Но как попал сосуд с горючим в Гнездово? Если вдуматься, очень даже просто мог попасть. Не надо забывать, что покойников в Гнездове сжигали. А для этого нужен большой костер, да развести его дело не такое простое, особенно в дождливую, ненастную погоду. Представим себе на минуту, что погребенный в кургане дружинник скончался поздней осенью, когда почти непрерывно льют дожди. Для его похорон не пожалели и какого-то количества «гороухщи» – дорогой, привезенной из Византии нефти. А пустую корчагу разбили и осколки бросили на погребальный костер. Мнение Г. Ф. Корзухиной поддержал ученый-технолог Константин Васильевич Кострин.
Казалось бы, это – наиболее заманчивая гипотеза, так просто все объясняющая. Но почему бы не подтвердить ее, подвергнув анализу амфору из Гнездова? Для этого стоило бы даже вновь разбить с таким трудом склеенный сосуд. Стоило бы, если бы была надежда, что нефть на нем осталась. Но если вспомнить, что обломки амфоры побывали в большом костре, то вероятность сохранения каких-либо следов нефти на стенках сосуда почти совсем исчезает. Черепки розовые, на некоторых – легко стираемая копоть от костра.
Насколько нам известно, Д. А. Авдусин все же считает наиболее правильным чтение П. Я. Черных: «гороушна» – «горчичное семя».
Итак, что было в сосуде – горчица, нефть или еще что-нибудь, – пока остается загадкой.

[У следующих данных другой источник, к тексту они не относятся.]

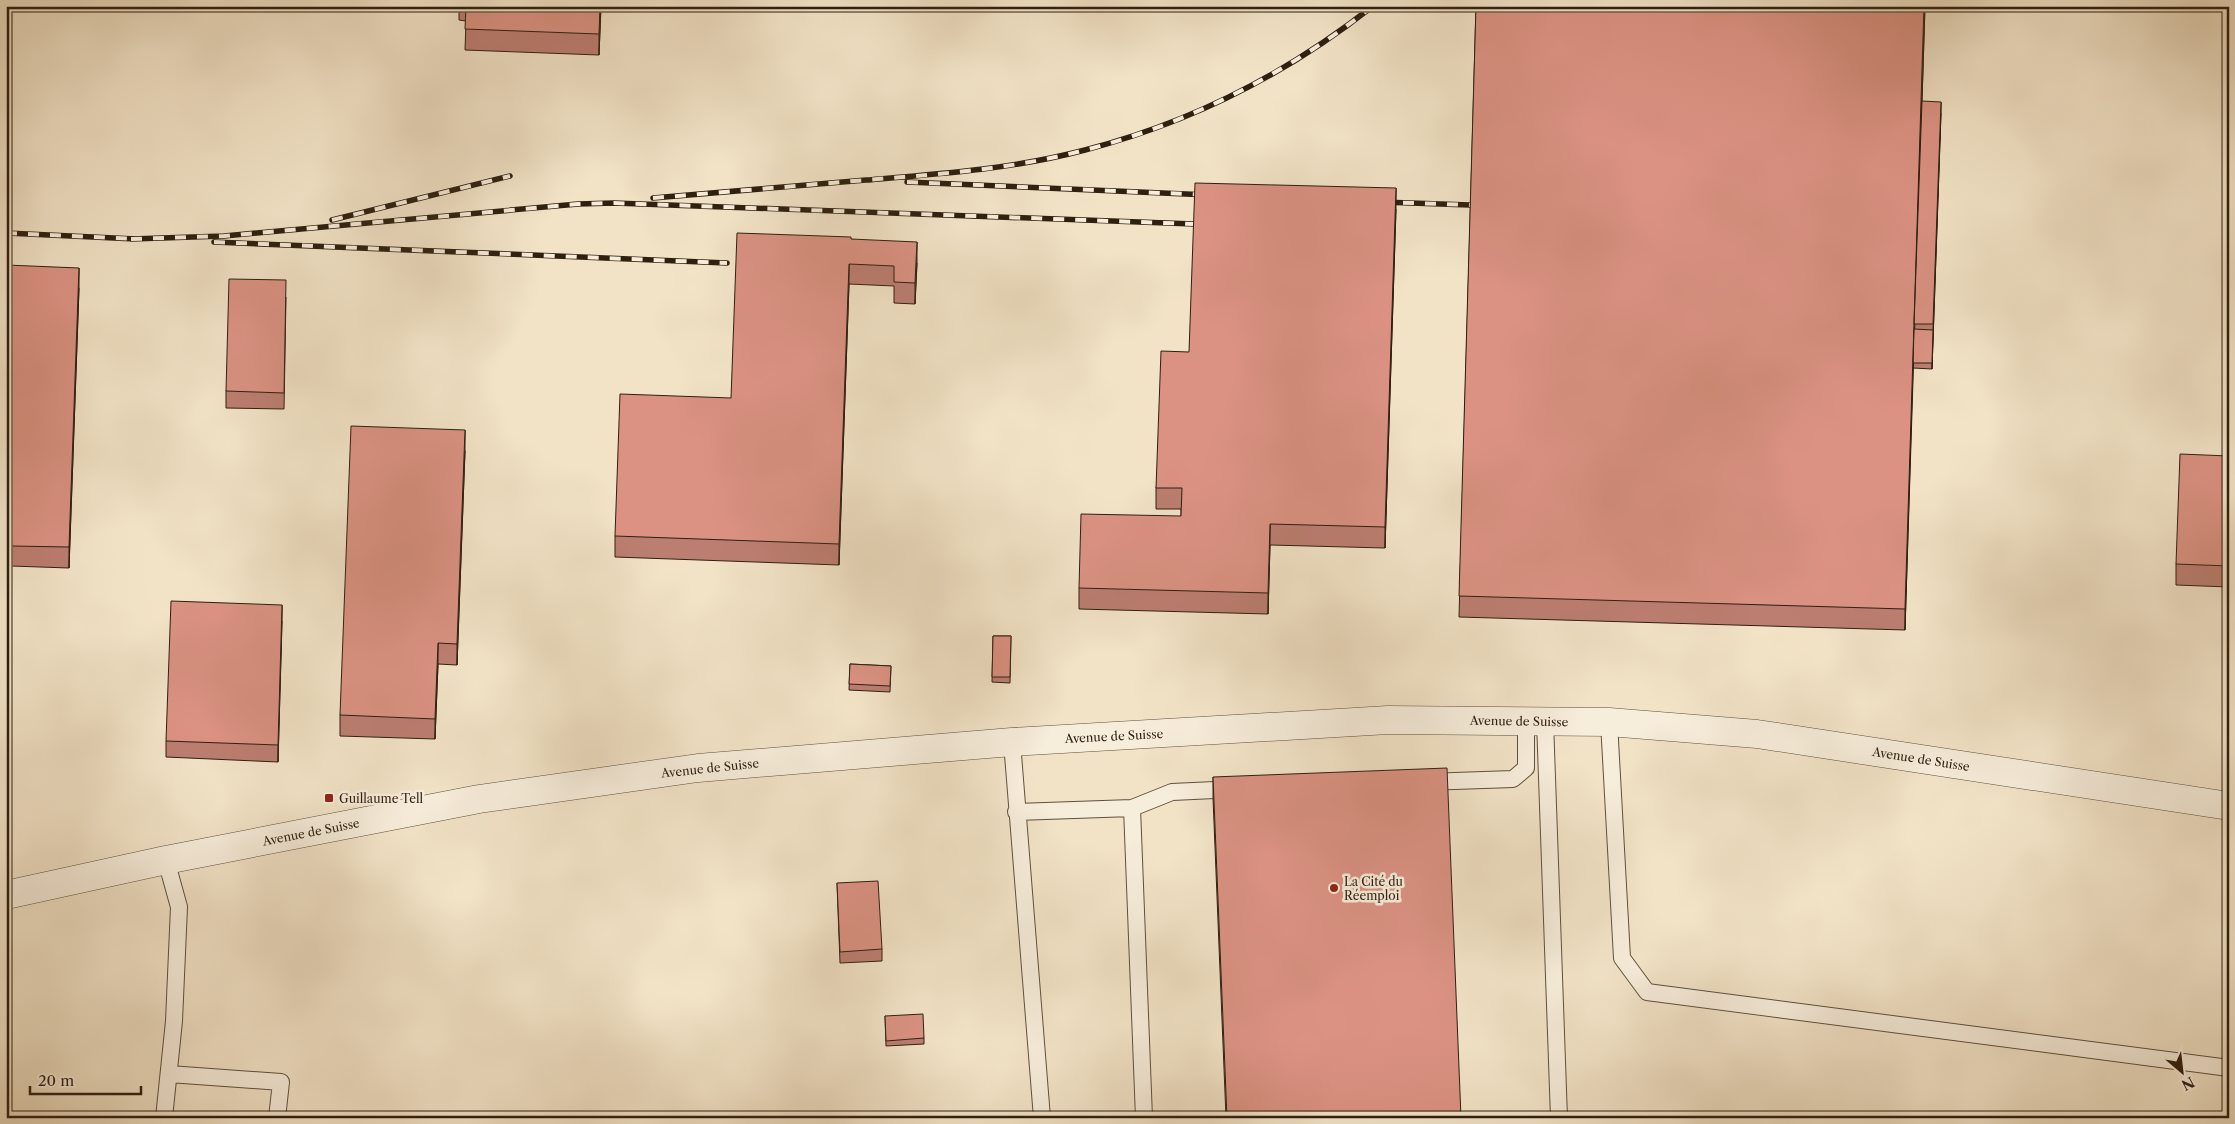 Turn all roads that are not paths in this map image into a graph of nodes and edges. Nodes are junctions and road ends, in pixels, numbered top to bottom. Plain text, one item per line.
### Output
1 (1536, 721) junction
2 (1609, 722) junction
3 (1012, 742) junction
4 (1406, 783) edge
5 (1250, 789) edge
6 (2229, 806) edge
7 (1132, 808) junction
8 (1016, 812) junction
9 (166, 860) junction
10 (6, 895) edge
11 (2229, 1068) edge
12 (169, 1074) junction
13 (164, 1118) edge
14 (277, 1118) edge
15 (1042, 1118) edge
16 (1144, 1118) edge
17 (1559, 1118) edge

1 - 2 street, Avenue de Suisse
1 - 3 street, Avenue de Suisse
1 - 4 lane
1 - 17 lane
2 - 6 street, Avenue de Suisse
2 - 11 lane
3 - 8 lane
3 - 9 street, Avenue de Suisse
5 - 7 lane
7 - 8 lane
7 - 16 lane
8 - 15 lane
9 - 10 street, Avenue de Suisse
9 - 12 lane
12 - 13 lane
12 - 14 lane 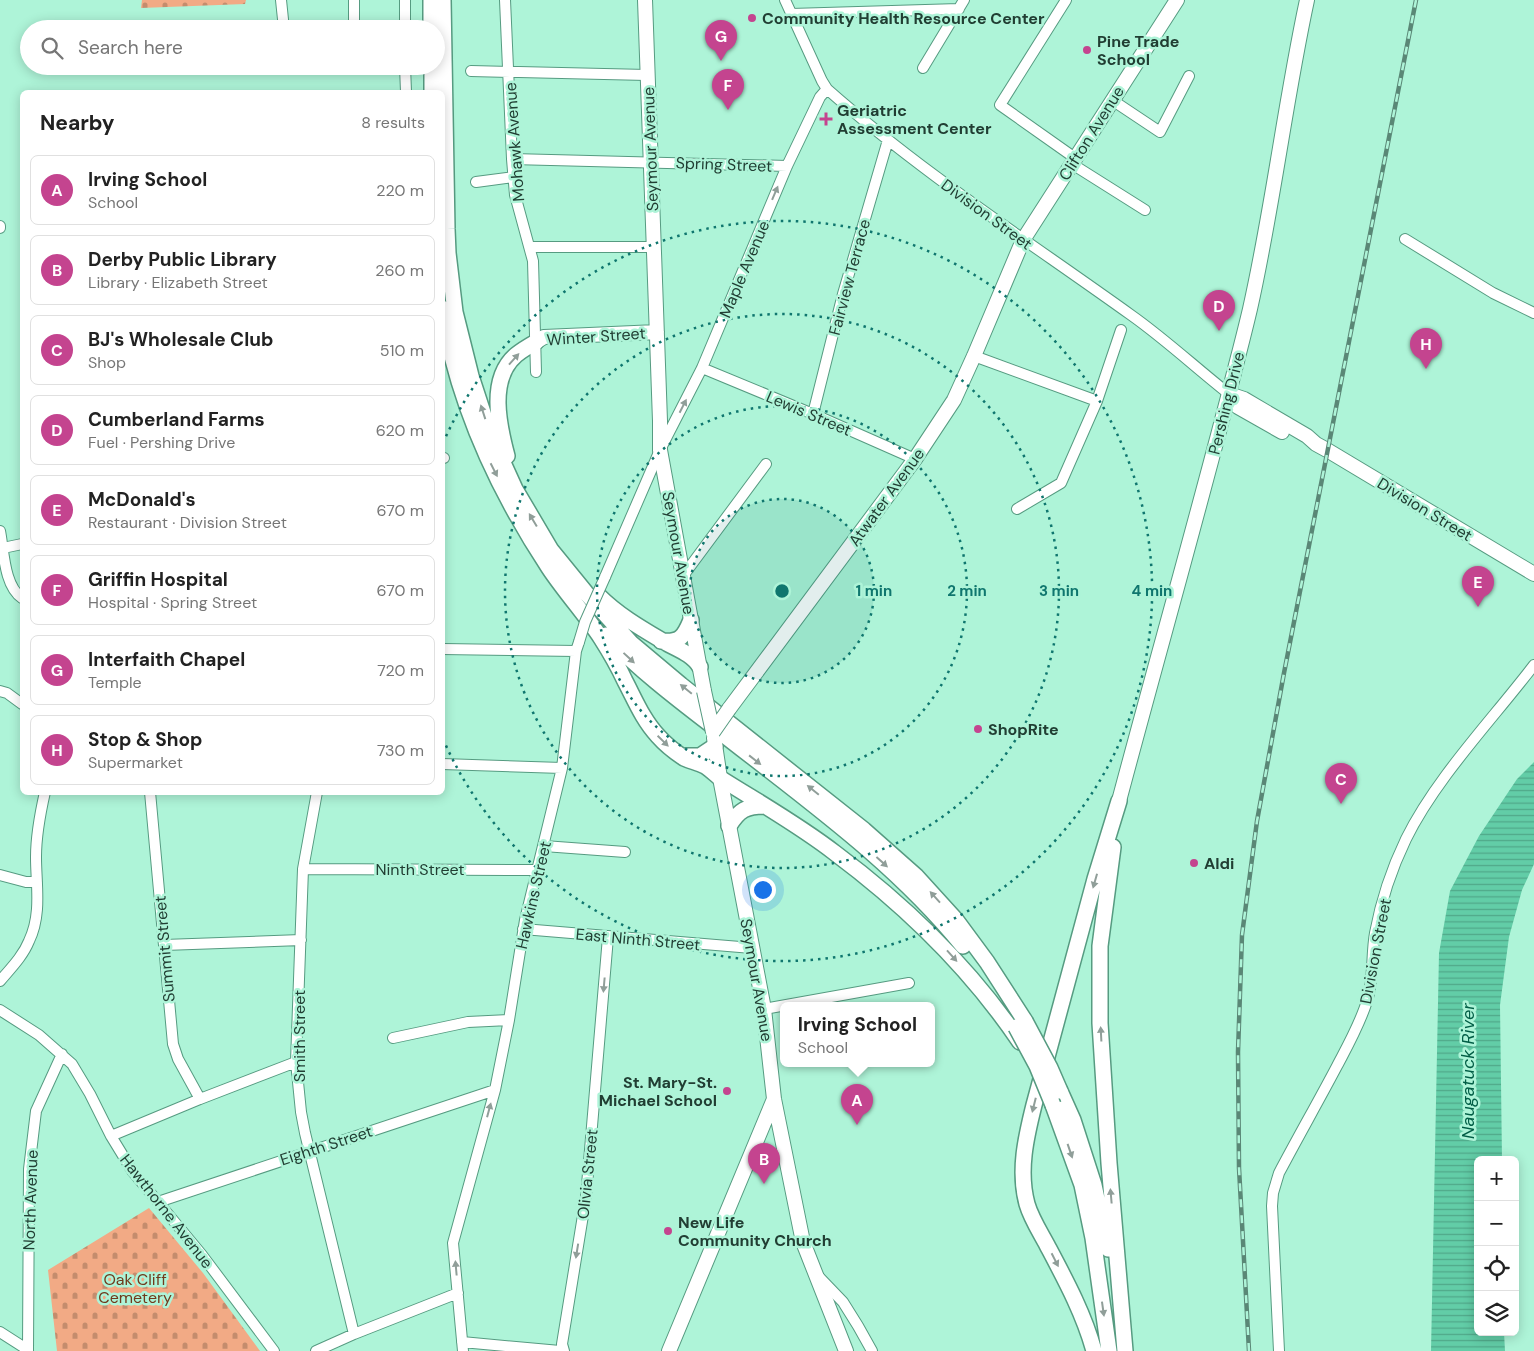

В далеком Крыму сделал гончар эту амфору. А купец – налил ли он в нее нефть, или насыпал горчицу, или перец – продал сосуд с его содержимым другому купцу, что ехал в Русь. Из Руси (тогда ведь так называли только Киевщину, это гораздо позже название «Русь» распространилось на все восточнославянские земли) повез ее в ладье вверх по Днепру, наверное, уже какой-то третий купец. А может быть, и сам смоленский дружинник побывал в Киеве да купил корчагу нефти. Так или иначе, попала она в Смоленск.
Здесь ли процарапал на ней новый хозяин надпись, заинтриговавшую через тысячу лет стольких ученых, или это еще раньше сделал русский купец, что купил корчагу у грека в Киеве, – сказать трудно. Но тот, кто это сделал, вряд ли был первым русским грамотеем. Были, наверное, и до него на Руси грамотные люди. Это можно сказать хотя бы по тому, что известен даже писаный договор русских с византийцами 911 года, дошедший до нас, правда, уже много раз переписанным.
А вот «гороухща» – самая древняя известная нам подлинная русская надпись. И поэтому с особым благоговением хранит музей ту старую корчагу, что откопали в кургане археологи.